## Data section
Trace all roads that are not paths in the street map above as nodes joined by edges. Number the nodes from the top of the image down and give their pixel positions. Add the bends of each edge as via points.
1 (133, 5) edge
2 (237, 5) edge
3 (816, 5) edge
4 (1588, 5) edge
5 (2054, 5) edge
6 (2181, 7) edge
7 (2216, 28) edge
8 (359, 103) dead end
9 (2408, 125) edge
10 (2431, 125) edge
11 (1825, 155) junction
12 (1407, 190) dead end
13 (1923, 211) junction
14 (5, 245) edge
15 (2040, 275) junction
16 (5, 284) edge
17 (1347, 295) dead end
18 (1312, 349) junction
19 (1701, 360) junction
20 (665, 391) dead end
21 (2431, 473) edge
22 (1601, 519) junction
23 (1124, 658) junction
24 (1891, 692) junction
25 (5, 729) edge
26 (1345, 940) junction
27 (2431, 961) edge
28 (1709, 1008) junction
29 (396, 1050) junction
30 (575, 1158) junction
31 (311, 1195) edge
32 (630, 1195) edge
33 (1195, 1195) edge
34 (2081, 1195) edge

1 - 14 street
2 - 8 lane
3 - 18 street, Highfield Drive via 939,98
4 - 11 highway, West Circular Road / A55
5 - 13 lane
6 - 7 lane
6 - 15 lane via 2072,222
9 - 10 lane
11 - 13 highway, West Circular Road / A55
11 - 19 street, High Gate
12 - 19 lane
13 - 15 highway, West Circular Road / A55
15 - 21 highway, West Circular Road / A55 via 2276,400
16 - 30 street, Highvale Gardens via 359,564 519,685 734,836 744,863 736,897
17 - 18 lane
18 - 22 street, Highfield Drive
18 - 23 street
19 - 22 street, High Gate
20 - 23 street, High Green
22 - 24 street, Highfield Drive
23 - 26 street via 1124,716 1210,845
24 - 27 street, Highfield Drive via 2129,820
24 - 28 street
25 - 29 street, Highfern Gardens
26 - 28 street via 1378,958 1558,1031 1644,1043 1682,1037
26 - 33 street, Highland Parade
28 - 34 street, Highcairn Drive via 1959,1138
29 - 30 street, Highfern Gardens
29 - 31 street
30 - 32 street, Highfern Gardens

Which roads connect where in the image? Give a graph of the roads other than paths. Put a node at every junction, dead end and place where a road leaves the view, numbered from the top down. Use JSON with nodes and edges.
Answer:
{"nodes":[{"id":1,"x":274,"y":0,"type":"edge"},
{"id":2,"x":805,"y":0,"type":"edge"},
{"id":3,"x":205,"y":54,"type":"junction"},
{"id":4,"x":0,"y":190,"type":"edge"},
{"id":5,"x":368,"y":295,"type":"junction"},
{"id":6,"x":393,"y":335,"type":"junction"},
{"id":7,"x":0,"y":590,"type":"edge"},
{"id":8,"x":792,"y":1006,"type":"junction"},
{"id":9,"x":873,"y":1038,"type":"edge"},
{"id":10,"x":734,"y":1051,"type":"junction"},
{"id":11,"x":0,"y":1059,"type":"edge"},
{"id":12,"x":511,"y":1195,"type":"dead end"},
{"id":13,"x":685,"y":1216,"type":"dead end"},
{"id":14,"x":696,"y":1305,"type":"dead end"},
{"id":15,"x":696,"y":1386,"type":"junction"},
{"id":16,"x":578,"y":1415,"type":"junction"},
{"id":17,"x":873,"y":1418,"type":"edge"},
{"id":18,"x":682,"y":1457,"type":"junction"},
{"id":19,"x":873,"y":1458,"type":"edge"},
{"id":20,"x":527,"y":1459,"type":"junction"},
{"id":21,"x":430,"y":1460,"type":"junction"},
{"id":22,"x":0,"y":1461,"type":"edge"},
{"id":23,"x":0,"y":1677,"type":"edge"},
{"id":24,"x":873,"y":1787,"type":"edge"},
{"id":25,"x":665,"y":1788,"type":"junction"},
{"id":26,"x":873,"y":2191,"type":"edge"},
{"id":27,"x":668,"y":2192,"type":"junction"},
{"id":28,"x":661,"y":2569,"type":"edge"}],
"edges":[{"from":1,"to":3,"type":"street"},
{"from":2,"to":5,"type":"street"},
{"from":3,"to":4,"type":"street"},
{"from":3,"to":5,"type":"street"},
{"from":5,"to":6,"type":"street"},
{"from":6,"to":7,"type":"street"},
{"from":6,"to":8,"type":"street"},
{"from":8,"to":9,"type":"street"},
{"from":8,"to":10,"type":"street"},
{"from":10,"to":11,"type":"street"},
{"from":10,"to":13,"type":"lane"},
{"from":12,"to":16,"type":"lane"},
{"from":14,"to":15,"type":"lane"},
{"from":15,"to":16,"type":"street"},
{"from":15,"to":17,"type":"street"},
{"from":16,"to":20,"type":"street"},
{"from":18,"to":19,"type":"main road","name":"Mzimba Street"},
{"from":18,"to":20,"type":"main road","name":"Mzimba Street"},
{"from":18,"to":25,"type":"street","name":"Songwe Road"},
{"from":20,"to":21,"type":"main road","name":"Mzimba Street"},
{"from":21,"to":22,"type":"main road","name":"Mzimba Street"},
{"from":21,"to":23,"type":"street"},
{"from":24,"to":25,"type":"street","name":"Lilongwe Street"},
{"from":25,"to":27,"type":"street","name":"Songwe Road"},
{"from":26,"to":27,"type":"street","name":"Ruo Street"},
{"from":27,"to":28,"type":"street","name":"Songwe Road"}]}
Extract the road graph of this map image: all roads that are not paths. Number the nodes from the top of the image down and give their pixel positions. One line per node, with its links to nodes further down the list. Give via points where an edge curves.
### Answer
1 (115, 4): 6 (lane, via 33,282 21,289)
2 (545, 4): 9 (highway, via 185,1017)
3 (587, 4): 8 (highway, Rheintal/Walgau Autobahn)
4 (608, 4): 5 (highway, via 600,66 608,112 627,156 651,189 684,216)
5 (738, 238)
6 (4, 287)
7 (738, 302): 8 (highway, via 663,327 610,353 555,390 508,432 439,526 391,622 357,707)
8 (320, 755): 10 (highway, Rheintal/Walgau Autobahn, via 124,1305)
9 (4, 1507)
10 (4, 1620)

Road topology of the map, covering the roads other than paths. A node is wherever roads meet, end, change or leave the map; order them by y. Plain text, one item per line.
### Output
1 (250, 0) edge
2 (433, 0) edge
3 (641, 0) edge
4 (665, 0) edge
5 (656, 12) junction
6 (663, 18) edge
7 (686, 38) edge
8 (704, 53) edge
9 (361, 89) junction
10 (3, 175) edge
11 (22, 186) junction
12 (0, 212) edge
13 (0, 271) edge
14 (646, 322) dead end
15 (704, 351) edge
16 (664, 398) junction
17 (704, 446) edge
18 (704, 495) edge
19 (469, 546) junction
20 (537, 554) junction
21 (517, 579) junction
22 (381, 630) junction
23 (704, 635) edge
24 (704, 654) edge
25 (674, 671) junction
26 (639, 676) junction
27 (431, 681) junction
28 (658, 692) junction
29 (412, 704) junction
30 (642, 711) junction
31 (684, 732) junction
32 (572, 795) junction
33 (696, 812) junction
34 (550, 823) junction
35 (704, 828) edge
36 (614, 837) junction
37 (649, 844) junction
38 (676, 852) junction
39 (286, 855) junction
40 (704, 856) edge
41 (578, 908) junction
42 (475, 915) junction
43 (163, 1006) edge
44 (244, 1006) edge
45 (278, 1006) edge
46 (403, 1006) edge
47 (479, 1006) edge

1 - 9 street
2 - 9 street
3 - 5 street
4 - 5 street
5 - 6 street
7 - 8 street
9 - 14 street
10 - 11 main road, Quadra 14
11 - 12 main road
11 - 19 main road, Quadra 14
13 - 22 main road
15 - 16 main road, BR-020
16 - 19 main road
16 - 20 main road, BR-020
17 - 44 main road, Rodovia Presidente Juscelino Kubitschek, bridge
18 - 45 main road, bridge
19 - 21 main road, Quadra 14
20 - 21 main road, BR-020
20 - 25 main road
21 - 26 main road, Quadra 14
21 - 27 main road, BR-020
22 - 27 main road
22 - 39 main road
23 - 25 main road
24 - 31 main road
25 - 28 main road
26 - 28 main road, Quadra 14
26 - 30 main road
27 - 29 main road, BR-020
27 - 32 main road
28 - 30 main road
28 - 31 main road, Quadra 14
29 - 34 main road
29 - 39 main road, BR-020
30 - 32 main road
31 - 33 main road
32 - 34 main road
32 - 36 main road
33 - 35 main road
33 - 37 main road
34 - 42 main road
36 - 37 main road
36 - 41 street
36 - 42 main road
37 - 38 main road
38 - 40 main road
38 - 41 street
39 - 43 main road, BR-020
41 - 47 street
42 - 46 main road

## Exercise requirements
Could you copy every line in the records that holds "Highfield"?

## Exercise result
3 - 18 street, Highfield Drive via 939,98
18 - 22 street, Highfield Drive
22 - 24 street, Highfield Drive
24 - 27 street, Highfield Drive via 2129,820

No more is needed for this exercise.